Glasgow et Marseille sont deux ports, aujourd’hui jumelés, qui ont connu une
grande prospérité au XIXe siècle avant de subir, au XXe, une crise profonde et
d’aborder le XXIe sous le signe du renouveau. Ils ont entretenu dans le passé
d’étroites relations et ce sont certains de ces rapports que je voudrais évoquer
à travers le journal de voyage en Ecosse d’Isabelle exactement, rédigées en 1869
par une jeune bourgeoise marseillaise alors âgée de 18 ans qui accompagne son
père, l’armateur Adolphe Fraissinet, à Glasgow, à l’occasion d’un voyage
d’affaires. 36 pages, donc plus de la moitié du journal, sont consacrées à
l’Ecosse.
A cette date, Marseille est le premier port
de France, le premier de Méditerranée, le premier d’Europe continentale, le
quatrième au monde. Il vient de s’agrandir en construisant quatre nouveaux
bassins abrités par une digue artificielle au nord du Vieux-Port traditionnel,
et il s’est doté de docks modernes desservis par la voie ferrée, sur le modèle
de ceux de Londres ou de Liverpool.Il a multiplié les liaisons avec toutes les
parties du monde, la Méditerranée mais aussi l’Afrique, les deux Amériques et
l’Extrême Orient. De nombreux pavillons étrangers fréquentent ses quais au
premier rang desquels la P.§ O. britannique qui assure la malle des Indes.

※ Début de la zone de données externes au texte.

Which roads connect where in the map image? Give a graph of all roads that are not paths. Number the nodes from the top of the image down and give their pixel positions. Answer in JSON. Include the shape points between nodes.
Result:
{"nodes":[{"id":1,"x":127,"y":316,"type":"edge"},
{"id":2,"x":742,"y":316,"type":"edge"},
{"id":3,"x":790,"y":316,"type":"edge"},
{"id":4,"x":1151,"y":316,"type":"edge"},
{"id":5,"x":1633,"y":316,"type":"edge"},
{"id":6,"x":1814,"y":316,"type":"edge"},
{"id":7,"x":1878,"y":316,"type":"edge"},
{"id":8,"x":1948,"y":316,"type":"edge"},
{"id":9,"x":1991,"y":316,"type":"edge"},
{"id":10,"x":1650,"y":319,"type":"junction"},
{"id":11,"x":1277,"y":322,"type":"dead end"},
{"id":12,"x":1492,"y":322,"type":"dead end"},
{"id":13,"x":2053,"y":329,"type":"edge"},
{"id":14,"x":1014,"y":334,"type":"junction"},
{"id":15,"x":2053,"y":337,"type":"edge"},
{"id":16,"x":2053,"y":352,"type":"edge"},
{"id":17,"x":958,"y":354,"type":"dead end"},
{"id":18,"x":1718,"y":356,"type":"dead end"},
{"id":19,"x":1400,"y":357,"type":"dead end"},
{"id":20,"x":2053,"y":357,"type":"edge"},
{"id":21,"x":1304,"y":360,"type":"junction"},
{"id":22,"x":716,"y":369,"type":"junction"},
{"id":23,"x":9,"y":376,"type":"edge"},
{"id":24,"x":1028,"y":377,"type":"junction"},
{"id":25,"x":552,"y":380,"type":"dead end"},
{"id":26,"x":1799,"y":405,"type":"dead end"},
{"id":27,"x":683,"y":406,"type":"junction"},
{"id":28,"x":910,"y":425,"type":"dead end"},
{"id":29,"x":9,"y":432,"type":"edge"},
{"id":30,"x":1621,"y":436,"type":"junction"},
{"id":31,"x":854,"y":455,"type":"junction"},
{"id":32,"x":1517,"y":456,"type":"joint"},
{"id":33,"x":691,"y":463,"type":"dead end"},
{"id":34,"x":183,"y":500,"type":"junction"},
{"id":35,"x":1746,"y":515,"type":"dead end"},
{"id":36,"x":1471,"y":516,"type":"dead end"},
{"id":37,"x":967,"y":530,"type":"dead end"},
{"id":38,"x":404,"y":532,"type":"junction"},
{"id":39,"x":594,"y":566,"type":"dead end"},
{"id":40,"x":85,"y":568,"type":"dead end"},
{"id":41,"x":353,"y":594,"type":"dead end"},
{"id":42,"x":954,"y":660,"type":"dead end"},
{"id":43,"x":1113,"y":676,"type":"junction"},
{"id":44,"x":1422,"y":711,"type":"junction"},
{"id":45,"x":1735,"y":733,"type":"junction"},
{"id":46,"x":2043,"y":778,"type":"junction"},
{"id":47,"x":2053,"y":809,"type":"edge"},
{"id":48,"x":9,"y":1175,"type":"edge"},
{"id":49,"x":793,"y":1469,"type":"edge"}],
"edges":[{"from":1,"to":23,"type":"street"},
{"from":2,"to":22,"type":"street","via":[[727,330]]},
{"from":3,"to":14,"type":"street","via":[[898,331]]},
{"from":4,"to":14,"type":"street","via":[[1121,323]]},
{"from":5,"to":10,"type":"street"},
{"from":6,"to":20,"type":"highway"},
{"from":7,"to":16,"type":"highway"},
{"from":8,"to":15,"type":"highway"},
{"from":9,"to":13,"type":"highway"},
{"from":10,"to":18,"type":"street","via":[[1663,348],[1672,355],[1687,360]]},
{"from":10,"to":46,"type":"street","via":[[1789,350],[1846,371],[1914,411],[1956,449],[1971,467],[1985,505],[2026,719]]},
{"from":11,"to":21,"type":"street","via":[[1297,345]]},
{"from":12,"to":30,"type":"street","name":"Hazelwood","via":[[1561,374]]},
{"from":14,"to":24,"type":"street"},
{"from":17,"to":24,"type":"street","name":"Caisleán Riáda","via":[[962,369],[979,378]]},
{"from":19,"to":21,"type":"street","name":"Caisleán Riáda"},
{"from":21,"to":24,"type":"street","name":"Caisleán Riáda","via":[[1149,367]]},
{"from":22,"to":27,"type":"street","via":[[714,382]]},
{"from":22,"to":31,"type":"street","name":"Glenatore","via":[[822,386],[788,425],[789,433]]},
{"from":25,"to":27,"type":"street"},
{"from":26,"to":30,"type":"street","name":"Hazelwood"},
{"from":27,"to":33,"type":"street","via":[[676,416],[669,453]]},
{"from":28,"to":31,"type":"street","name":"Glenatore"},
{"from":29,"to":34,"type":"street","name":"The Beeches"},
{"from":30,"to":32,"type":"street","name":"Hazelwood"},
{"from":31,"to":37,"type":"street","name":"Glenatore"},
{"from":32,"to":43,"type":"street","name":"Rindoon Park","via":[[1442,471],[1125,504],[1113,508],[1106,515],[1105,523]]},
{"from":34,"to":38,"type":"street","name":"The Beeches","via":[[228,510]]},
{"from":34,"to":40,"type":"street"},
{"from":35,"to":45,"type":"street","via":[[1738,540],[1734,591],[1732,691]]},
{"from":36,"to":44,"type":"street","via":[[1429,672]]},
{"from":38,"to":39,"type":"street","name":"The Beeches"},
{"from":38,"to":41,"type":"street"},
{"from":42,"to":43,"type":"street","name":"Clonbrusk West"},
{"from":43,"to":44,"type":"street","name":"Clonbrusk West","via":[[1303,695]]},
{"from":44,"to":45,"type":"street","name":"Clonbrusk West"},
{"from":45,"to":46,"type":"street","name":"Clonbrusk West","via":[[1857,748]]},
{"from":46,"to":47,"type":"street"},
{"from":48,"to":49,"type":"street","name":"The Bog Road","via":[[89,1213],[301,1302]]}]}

Plusieurs compagnies de navigation ont vu le jour à Marseille dans les années
1850 et 1860, les Messageries maritimes, la Compagnie de navigation Mixte, la
Société générale de navigation à vapeur (SGTM), la Compagnie Paquet, précédant
la Transat et la Compagnie Fabre.
Mais la plus ancienne est la Compagnie Fraissinet dont la naissance remonte à
1843 et qui a donc déjà, en 1869, un quart de siècle d’existence.
Nous allons faire d’abord la connaissance des Fraissinet et de leur fille
Isabelle puis nous suivrons la famille tout au long de son voyage et nous
découvrirons l’Ecosse dans le regard que portait sur elle une jeune
Marseillaise, il y a 140 ans.
Les Fraissinet sont des négociants du Languedoc, installés à Montpellier, et
dont une branche de la famille arrive à Marseille au milieu du XVIIIe siècle.
Cent ans plus tard, ils tiennent une place de premier plan dans la communauté
réformée de la ville, une minorité importante moins par son nombre (environ 4%
de la population) que par son implication dans la vie économique locale, qu’il
s’agisse du négoce, du courtage, de la banque, de l’assurance, de l’industrie ou
de l’armement.
Quand Marc-Constantin Fraissinet (le grand-père d’Isabelle) se lance dans
l’armement en 1837, il est parmi les tous premiers à utiliser la grande
innovation qu’est alors la vapeur. Il crée sa propre compagnie en 1843 et, dix
ans plus tard, la transforme en société en commandite par actions la Société
marseillaise de navigation à vapeur Fraissinet et Cie. En 1869, elle est dirigée
par les deux fils du fondateur décédé trois ans plus tôt, Adolphe et son cadet
Louis. Elle entretient des lignes régulières avec le Languedoc, l’Espagne, le
Portugal, Rouen, l’Italie, la Corse, l’Algérie, la Méditerranée orientale
(Constantinople, l’Egypte), avant de se lancer, plus tard, vers l’Afrique et
l’Amérique.
Les Fraissinet sont une grande famille à tous les sens du terme. Grande d’abord
par l’importance de ses membres qui, du fait de la diaspora protestante, sont
très disséminés. Il y a les Fraissinet du Languedoc, ceux de Hollande, de
Norvège, de Suisse, et même d’Alger ; ce qui pour les affaires est un grand
atout. A Marseille même, ils sont nombreux car ils ont beaucoup d’enfants.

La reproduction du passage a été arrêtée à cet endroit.